# Hair cuts???



## dee0486

Ok this is probably a really stupid question but are you supposed to cut your dogs hair???? I usually brush Teddy with a rake but my boyfriend keeps telling me that I need to take him to like petco or something to get him a haircut because his hairs are so long. I didn't really think you are supposed to get gsds haircuts, I just thought you are supposed to brush them regularly... So I guess my question is does anyone cut their GSDs hair???? I realize that the reg. coats dont really need to be cut but what for the long hair gsds, should they get trimmed???


----------



## Chris Wild

No, GSDs aren't supposed to get hair cuts. Just regular brushing like you're doing.


----------



## Liesje

No, no cutting needed. Our mutt was shaved in the rear but only because he had some bad mats in his fur when he was dumped at the rescue. The only cutting I do is the hair between the pads on the feet.


----------



## dobricans

I know that their coat protects them in the heat and cold weather because of their undercoat, which regulates their body temperature. But....I was wondering does anyone trim their male GSD's hair around the genitalia for hygiene reasons ....cause Safir has a nice, thick......sweater there, right on the tip







(had to show you the pic, so you see what I'm taking about. Should I do anything about that?


----------



## selzer

I don't. It has never caused an issue. In fact, ugh, my boys generally keep their privates clean. My girls keep their clean too. UHG! And people think their mouthes are cleaner than ours!!!


----------



## pinkanml

If it really bothers you, you can take your LH to the groomer to get the ear fuzzies, feathering on the backs of legs, and tufts on the feet/pads cleaned up.

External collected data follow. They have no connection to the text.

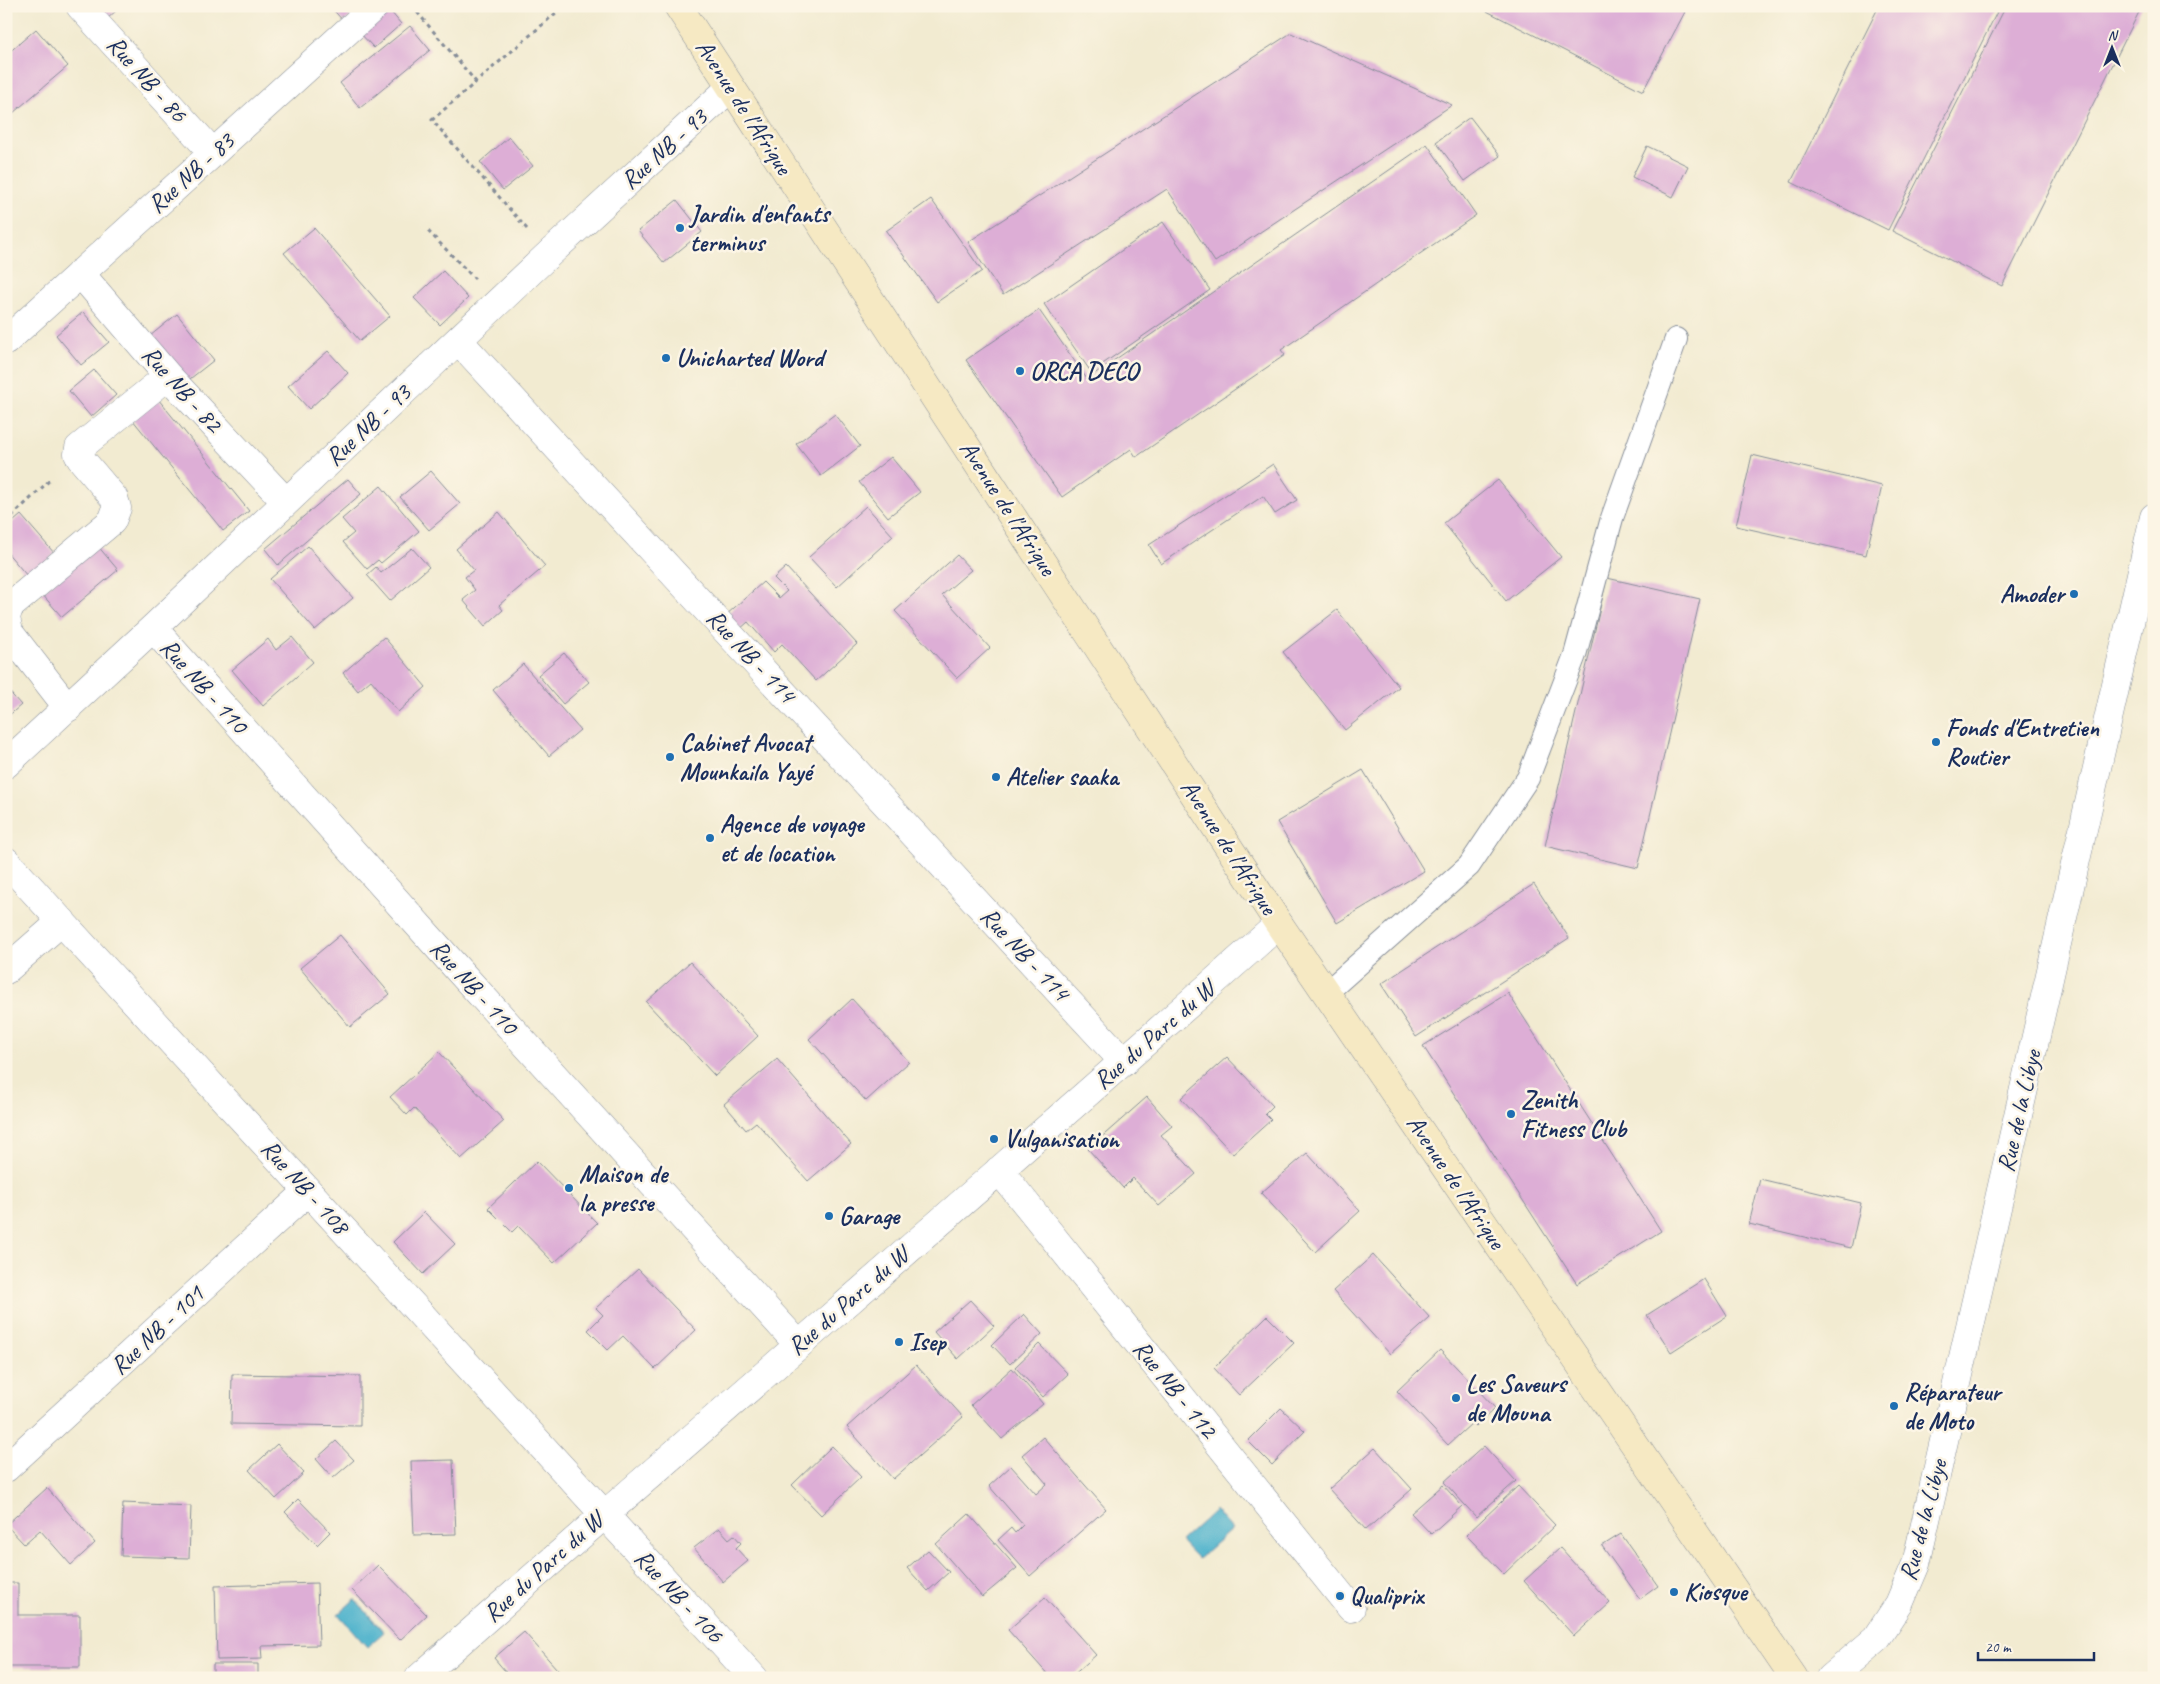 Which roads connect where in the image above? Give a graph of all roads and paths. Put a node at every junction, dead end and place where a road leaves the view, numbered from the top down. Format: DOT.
graph roads {
  1 [pos="80,6"];
  2 [pos="375,6"];
  3 [pos="412,6"];
  4 [pos="564,6"];
  5 [pos="678,6"];
  6 [pos="476,82"];
  7 [pos="730,88"];
  8 [pos="213,153"];
  9 [pos="428,231"];
  10 [pos="549,254"];
  11 [pos="80,273"];
  12 [pos="498,302"];
  13 [pos="1676,338"];
  14 [pos="458,340"];
  15 [pos="6,341"];
  16 [pos="168,376"];
  17 [pos="78,454"];
  18 [pos="286,502"];
  19 [pos="2154,516"];
  20 [pos="6,522"];
  21 [pos="6,618"];
  22 [pos="153,628"];
  23 [pos="68,708"];
  24 [pos="6,764"];
  25 [pos="6,861"];
  26 [pos="62,921"];
  27 [pos="1279,924"];
  28 [pos="6,970"];
  29 [pos="1326,992"];
  30 [pos="1124,1062"];
  31 [pos="999,1170"];
  32 [pos="308,1191"];
  33 [pos="798,1344"];
  34 [pos="6,1468"];
  35 [pos="604,1514"];
  36 [pos="1351,1608"];
  37 [pos="418,1678"];
  38 [pos="754,1678"];
  39 [pos="1794,1678"];
  40 [pos="1830,1678"];
  1 -- 8 [label="street, Rue NB - 86"];
  2 -- 8 [label="street, Rue NB - 83"];
  3 -- 6 [label="path"];
  4 -- 6 [label="path"];
  5 -- 7 [label="main road, Avenue de l'Afrique"];
  6 -- 10 [label="path"];
  7 -- 10 [label="street, Rue NB - 93"];
  7 -- 27 [label="main road, Avenue de l'Afrique"];
  8 -- 11 [label="street, Rue NB - 83"];
  9 -- 12 [label="path"];
  10 -- 12 [label="street, Rue NB - 93"];
  11 -- 15 [label="street, Rue NB - 83"];
  11 -- 16 [label="street, Rue NB - 82"];
  12 -- 14 [label="street, Rue NB - 93"];
  13 -- 29 [label="lane"];
  14 -- 18 [label="street, Rue NB - 93"];
  14 -- 30 [label="street, Rue NB - 114"];
  16 -- 17 [label="street"];
  16 -- 18 [label="street, Rue NB - 82"];
  17 -- 20 [label="path"];
  17 -- 21 [label="street"];
  18 -- 22 [label="street, Rue NB - 93"];
  19 -- 40 [label="street, Rue de la Libye"];
  21 -- 23 [label="street"];
  22 -- 23 [label="street, Rue NB - 93"];
  22 -- 33 [label="street, Rue NB - 110"];
  23 -- 24 [label="street, Rue NB - 93"];
  25 -- 26 [label="street, Rue NB - 108"];
  26 -- 28 [label="street"];
  26 -- 32 [label="street, Rue NB - 108"];
  27 -- 29 [label="main road, Avenue de l'Afrique"];
  27 -- 30 [label="street, Rue du Parc du W"];
  29 -- 39 [label="main road, Avenue de l'Afrique"];
  30 -- 31 [label="street, Rue du Parc du W"];
  31 -- 33 [label="street, Rue du Parc du W"];
  31 -- 36 [label="street, Rue NB - 112"];
  32 -- 34 [label="street, Rue NB - 101"];
  32 -- 35 [label="street, Rue NB - 108"];
  33 -- 35 [label="street, Rue du Parc du W"];
  35 -- 37 [label="street, Rue du Parc du W"];
  35 -- 38 [label="street, Rue NB - 106"];
} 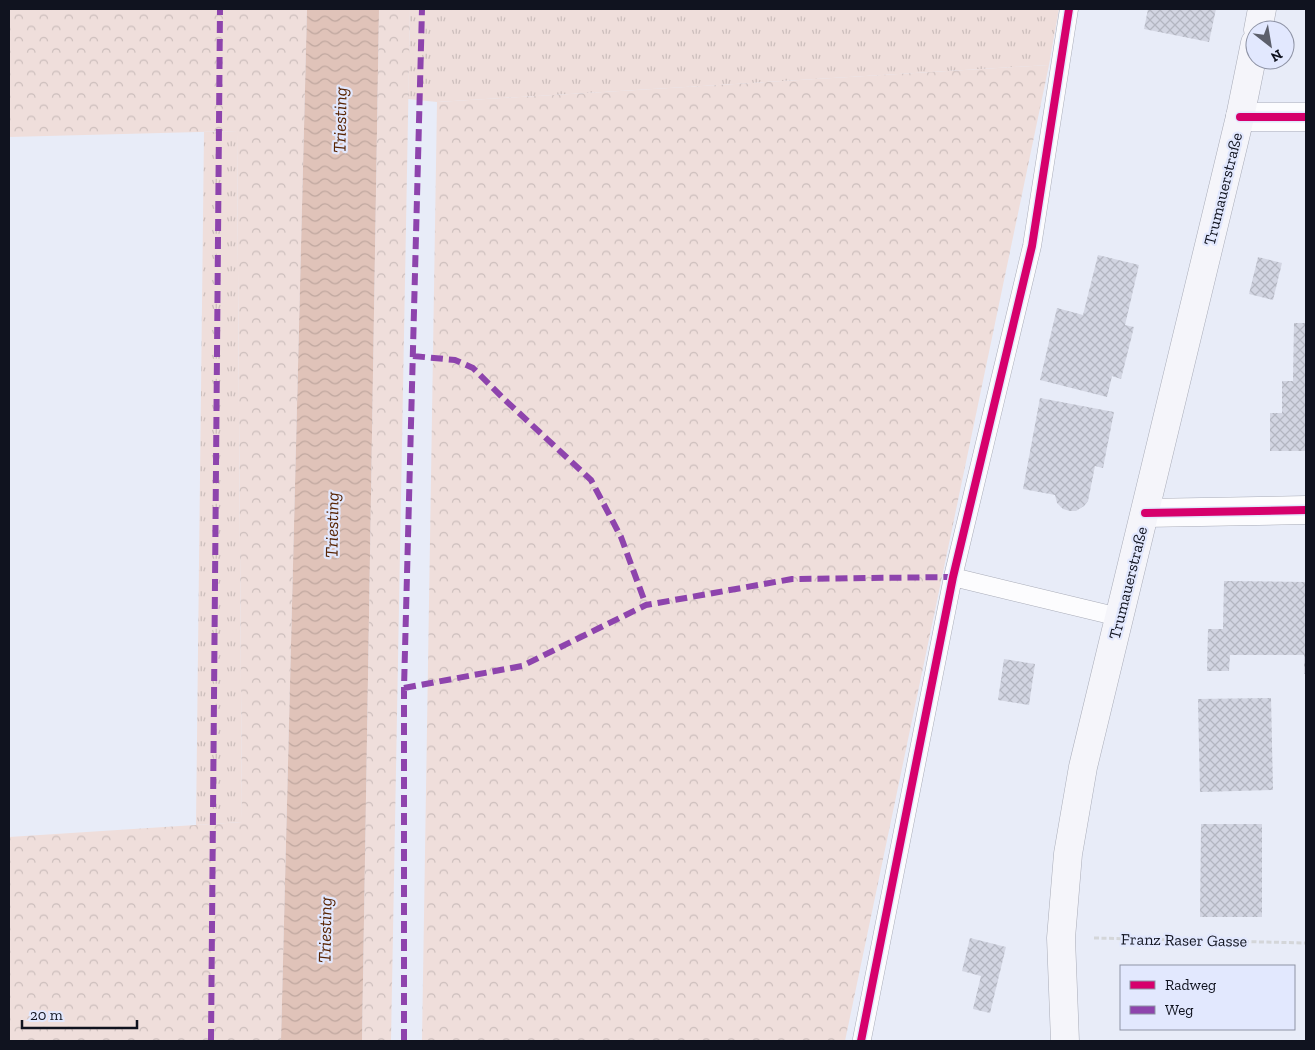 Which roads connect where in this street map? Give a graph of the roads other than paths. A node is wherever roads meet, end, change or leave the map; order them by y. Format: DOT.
graph roads {
  1 [pos="1070,9"];
  2 [pos="1250,70"];
  3 [pos="1240,117"];
  4 [pos="1306,117"];
  5 [pos="1306,510"];
  6 [pos="1145,513"];
  7 [pos="954,577"];
  8 [pos="1119,617"];
  9 [pos="862,1039"];
  10 [pos="1065,1041"];
  1 -- 7 [label="lane"];
  2 -- 3 [label="main road, Trumauerstraße"];
  3 -- 4 [label="street"];
  3 -- 6 [label="main road, Trumauerstraße"];
  5 -- 6 [label="street"];
  6 -- 8 [label="main road, Trumauerstraße"];
  7 -- 8 [label="lane"];
  7 -- 9 [label="lane"];
  8 -- 10 [label="main road, Trumauerstraße"];
} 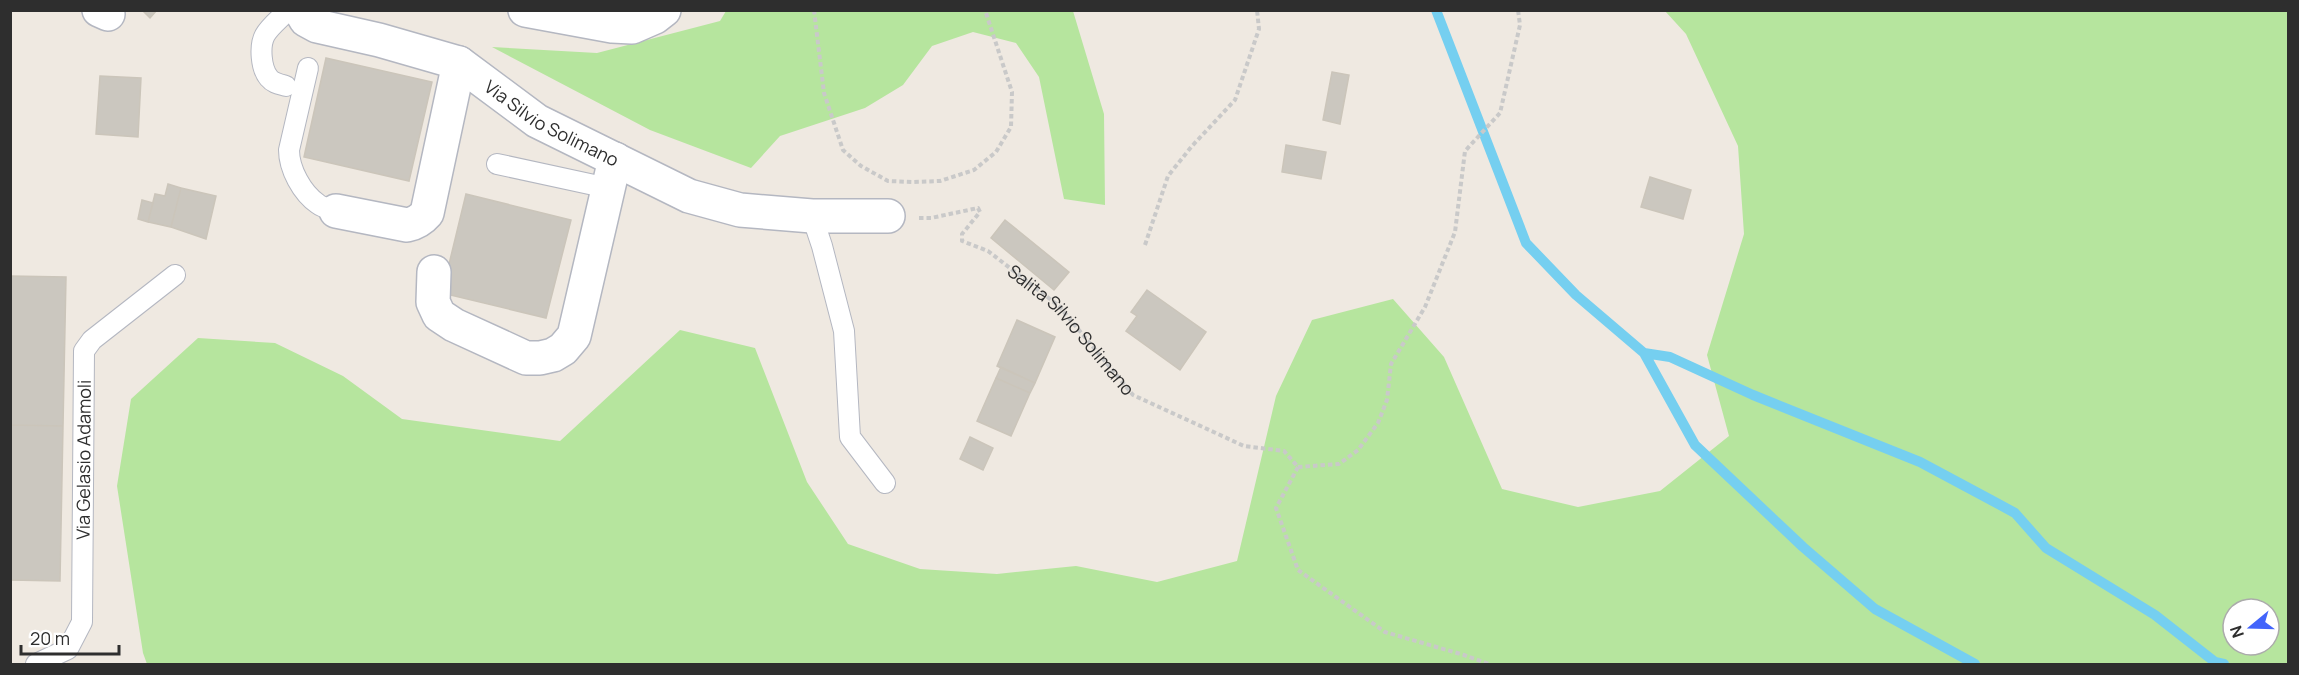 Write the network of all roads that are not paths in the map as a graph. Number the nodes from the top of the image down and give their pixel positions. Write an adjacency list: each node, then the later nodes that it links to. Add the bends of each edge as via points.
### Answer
1 (288, 10): 7 (lane, via 264,37 262,52 268,77)
2 (300, 10): 5 (street, Via Silvio Solimano, via 306,20 317,26)
3 (525, 10): 4 (street, via 632,27)
4 (664, 10)
5 (459, 63): 9 (street, Via Silvio Solimano); 10 (street, via 424,217 407,225)
6 (308, 68): 10 (lane, via 289,160 311,199)
7 (286, 86)
8 (497, 164): 9 (lane)
9 (612, 173): 11 (street, Via Silvio Solimano, via 740,210); 13 (street, via 574,336 553,355 526,358 439,315 434,302)
10 (336, 211)
11 (812, 216): 12 (street); 15 (lane, via 844,331 850,437)
12 (888, 216)
13 (434, 272)
14 (174, 274): 16 (lane, Via Gelasio Adamoli, via 92,340 84,351 82,622 68,649)
15 (885, 483)
16 (36, 664)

The groomer can also shave the belly around his male part if the hair gets in the way. When my guy was young, he would get pee on that area, so I had a groomer friend trim things up around there.

However, there is no real need for any of this to be done. I only trim the fur between his paw pads because he slips sometimes on the hard floor at daycare when he's running/playing. Do remember to comb the ear fuzzies, and check between the toes, as I've found mats there on many LH GSDs (and others with similar coats).


----------